De acordo com uma pesquisa dos Centros de Controle e Prevenção de Doenças (CDC) dos Estados Unidos, o uso de maconha entre adolescentes tem apresentado queda desde o surgimento de dispensários legais de cannabis

A Pesquisa de Comportamento de Risco Juvenil (YRBS) realizada pelos Centros de Controle e Prevenção de Doenças (CDC) dos Estados Unidos indica que o uso de maconha e outras substâncias, incluindo álcool e medicamentos prescritos, entre adolescentes está em declínio desde a abertura de dispensários de maconha legalizada.

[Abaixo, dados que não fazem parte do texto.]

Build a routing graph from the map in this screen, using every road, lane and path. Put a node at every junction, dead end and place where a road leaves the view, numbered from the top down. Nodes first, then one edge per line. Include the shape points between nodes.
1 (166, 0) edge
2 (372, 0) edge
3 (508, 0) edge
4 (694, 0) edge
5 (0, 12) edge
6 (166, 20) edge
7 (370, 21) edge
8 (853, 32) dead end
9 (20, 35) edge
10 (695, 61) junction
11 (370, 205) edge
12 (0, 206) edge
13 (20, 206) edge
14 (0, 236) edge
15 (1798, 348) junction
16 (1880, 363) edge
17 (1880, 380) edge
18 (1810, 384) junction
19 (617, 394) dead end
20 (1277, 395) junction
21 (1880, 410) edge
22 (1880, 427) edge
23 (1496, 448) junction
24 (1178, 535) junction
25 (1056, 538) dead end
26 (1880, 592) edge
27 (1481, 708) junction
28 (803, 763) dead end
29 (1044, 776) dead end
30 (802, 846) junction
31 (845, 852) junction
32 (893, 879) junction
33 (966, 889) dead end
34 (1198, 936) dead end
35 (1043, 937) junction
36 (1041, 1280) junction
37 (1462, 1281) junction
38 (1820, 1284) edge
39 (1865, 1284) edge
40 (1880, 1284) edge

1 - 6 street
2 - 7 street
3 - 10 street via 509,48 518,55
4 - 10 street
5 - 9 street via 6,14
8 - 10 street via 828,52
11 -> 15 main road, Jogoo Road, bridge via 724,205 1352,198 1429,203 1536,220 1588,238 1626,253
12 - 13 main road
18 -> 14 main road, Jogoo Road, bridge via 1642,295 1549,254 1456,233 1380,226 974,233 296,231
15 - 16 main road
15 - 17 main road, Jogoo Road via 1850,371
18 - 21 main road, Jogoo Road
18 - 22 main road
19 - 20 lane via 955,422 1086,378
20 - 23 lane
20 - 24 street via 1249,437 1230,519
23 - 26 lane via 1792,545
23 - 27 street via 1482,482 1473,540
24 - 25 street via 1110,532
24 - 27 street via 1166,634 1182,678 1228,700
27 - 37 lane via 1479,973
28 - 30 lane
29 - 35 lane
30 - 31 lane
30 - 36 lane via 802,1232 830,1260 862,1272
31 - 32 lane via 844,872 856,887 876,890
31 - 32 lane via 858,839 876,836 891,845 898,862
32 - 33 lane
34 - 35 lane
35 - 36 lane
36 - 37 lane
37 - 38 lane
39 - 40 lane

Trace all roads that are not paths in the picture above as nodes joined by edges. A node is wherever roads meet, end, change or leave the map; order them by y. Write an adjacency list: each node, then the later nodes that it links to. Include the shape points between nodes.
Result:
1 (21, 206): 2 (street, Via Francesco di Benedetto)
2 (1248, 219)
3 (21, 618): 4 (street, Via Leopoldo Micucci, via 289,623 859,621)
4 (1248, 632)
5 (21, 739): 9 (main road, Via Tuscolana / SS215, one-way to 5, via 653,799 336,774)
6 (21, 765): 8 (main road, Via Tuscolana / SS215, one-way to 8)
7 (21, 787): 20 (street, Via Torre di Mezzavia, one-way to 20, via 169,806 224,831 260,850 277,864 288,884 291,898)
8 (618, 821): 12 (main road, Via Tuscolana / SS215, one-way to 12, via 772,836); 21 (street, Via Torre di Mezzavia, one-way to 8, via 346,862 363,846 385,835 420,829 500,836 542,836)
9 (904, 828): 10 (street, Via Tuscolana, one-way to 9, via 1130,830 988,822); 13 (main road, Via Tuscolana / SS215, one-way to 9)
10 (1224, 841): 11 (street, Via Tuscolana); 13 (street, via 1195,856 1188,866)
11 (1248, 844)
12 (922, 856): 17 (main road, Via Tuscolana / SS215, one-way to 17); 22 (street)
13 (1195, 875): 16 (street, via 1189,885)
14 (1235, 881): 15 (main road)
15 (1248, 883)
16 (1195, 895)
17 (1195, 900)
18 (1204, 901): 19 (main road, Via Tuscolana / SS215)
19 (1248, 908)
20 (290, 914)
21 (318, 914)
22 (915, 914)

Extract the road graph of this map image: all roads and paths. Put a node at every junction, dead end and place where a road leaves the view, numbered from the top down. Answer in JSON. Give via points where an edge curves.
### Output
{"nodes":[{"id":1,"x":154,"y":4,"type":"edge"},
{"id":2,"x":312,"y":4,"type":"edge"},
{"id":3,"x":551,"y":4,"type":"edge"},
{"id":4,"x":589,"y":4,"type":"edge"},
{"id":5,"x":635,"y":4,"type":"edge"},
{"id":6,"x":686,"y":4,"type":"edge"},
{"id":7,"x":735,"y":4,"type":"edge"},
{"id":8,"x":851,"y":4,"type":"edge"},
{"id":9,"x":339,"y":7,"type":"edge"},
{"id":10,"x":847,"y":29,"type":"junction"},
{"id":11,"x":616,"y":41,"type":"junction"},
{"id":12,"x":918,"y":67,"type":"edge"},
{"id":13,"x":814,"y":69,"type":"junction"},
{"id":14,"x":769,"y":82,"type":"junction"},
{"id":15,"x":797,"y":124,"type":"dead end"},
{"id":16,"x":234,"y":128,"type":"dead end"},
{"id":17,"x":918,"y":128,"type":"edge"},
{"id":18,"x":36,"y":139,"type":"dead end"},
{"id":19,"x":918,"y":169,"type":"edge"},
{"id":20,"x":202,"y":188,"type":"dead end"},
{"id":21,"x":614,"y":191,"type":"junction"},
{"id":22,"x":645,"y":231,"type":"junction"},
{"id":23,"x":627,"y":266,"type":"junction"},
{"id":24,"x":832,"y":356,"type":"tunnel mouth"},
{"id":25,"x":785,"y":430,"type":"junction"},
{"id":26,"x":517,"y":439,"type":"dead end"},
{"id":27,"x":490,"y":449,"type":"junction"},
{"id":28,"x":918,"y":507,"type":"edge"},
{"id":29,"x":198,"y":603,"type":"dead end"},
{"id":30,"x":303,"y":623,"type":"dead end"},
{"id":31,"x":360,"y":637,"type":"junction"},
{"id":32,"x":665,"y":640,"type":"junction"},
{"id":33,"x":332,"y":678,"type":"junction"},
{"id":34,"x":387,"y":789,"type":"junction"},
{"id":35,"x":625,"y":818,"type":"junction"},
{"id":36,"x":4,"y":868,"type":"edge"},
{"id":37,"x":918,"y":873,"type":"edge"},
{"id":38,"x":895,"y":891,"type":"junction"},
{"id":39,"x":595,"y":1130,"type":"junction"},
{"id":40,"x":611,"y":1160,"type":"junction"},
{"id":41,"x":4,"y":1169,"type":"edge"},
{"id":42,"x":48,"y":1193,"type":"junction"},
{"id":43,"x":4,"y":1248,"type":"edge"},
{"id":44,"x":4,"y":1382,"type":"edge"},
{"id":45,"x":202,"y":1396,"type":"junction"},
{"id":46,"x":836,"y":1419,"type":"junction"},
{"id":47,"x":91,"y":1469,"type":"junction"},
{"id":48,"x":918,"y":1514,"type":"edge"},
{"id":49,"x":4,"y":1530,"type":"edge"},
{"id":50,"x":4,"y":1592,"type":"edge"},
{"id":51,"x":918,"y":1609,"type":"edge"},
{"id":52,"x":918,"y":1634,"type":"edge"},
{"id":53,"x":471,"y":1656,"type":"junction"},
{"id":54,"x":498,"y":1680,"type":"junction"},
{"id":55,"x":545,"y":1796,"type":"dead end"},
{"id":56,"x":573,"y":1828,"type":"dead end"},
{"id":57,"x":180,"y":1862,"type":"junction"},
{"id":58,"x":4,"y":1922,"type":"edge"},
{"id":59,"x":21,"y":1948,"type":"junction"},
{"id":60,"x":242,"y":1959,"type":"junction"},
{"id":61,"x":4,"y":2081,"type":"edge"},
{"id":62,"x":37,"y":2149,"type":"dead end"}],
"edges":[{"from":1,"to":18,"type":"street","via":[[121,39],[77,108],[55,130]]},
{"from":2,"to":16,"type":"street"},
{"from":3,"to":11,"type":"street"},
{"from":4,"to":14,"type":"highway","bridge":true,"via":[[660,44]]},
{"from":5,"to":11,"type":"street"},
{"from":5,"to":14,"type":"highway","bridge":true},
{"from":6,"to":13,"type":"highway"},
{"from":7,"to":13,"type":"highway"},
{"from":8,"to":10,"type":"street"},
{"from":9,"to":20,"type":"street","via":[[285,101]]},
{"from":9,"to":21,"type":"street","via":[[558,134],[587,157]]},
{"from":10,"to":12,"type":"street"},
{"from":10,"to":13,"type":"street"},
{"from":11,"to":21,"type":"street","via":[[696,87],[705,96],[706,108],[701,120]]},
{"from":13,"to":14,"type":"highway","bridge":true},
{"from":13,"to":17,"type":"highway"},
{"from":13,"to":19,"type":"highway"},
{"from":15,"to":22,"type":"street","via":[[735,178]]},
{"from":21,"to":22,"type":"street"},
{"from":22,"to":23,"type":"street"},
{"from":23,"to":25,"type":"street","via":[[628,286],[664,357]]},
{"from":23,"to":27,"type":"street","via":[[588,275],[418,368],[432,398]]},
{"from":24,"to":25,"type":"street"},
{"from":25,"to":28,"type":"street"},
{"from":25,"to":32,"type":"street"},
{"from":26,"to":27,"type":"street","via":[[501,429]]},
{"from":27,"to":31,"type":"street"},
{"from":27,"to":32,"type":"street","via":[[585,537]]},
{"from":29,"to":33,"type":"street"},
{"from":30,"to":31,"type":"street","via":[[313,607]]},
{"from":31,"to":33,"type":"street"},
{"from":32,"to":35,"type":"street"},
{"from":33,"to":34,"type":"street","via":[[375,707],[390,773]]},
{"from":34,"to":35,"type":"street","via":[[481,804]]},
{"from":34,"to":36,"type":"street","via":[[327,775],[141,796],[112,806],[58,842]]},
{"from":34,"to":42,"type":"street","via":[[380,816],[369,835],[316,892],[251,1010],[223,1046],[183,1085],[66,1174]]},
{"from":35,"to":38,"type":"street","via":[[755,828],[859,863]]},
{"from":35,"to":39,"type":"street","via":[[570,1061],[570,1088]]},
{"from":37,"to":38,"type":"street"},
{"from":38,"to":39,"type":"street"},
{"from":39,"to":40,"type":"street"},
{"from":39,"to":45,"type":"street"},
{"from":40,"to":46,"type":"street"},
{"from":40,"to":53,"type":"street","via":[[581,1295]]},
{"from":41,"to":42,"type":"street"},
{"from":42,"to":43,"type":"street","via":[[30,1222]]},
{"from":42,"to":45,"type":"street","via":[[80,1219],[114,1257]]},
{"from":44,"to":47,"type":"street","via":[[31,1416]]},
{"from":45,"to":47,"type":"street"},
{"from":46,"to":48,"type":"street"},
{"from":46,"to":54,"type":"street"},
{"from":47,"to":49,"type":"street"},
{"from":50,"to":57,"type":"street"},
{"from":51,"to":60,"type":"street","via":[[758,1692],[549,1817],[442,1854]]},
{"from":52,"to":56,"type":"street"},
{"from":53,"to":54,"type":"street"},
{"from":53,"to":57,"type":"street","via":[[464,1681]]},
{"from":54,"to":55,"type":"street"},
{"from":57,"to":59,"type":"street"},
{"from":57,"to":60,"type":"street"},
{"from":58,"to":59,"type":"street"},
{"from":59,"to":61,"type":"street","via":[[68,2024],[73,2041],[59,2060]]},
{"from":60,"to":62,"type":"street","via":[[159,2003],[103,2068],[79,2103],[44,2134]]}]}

Um ponto notável destacado pelo estudo federal é que, no que diz respeito ao uso de cannabis, houve um aumento entre estudantes do ensino médio entre os anos de 2009 e 2013, antes do surgimento de dispensários legais de maconha. Entretanto, desde então, o uso tem apresentado declínio. As primeiras leis estaduais para legalização do uso adulto foram aprovadas pelos eleitores em 2012 e as vendas regulamentadas a partir de 2014.

Os resultados mais recentes da pesquisa, realizada bienalmente, indicam que em 2021 cerca de 15,8% dos estudantes do ensino médio relataram ter usado maconha pelo menos uma vez nos últimos 30 dias. Esse número representa uma queda significativa em relação aos 21,7% em 2009 e ao recorde de 23,4% em 2013.

O resultado do estudo conflita diretamente com um dos argumentos mais comuns usado por proibicionistas, contra a legalização da maconha. Apesar das alegações de que a regulação da cannabis para uso adulto aumentaria o uso por adolescentes, estudos e pesquisas, incluindo aquelas conduzidas ou financiadas pelo governo federal, mostram repetidamente o contrário.

De acordo com a pesquisa YRBS, o consumo de maconha no ensino médio estava em seu ponto mais alto nos anos estudados antes de qualquer estado americano iniciar as vendas de maconha para adultos. E nos anos seguintes, à medida que mais e mais mercados se tornaram regulamentados, menos jovens dizem que estão usando maconha.

Os adolescentes também estão relatando taxas mais baixas de consumo de maconha ao longo da vida. Em 2021, 27,8% dos adolescentes disseram que usaram maconha pelo menos uma vez na vida, uma queda de quase 10 pontos percentuais em relação a 2019, quando a taxa foi de 36,8%.

Mais uma vez, o pico de uso de maconha na vida foi em 2013 (40,7%), antes de qualquer estado permitir a venda de maconha no varejo para uso adulto.

Conforme publicado no Marijuana Moment, “o uso de substâncias pelos jovens diminuiu na última década, inclusive durante a pandemia de Covid-19”, segundo um relatório complementar do CDC, “no entanto, o uso de substâncias continua comum entre estudantes do ensino médio nos EUA e o monitoramento contínuo é importante no contexto dos mercados em mudança para produtos de bebidas alcoólicas e outras drogas”.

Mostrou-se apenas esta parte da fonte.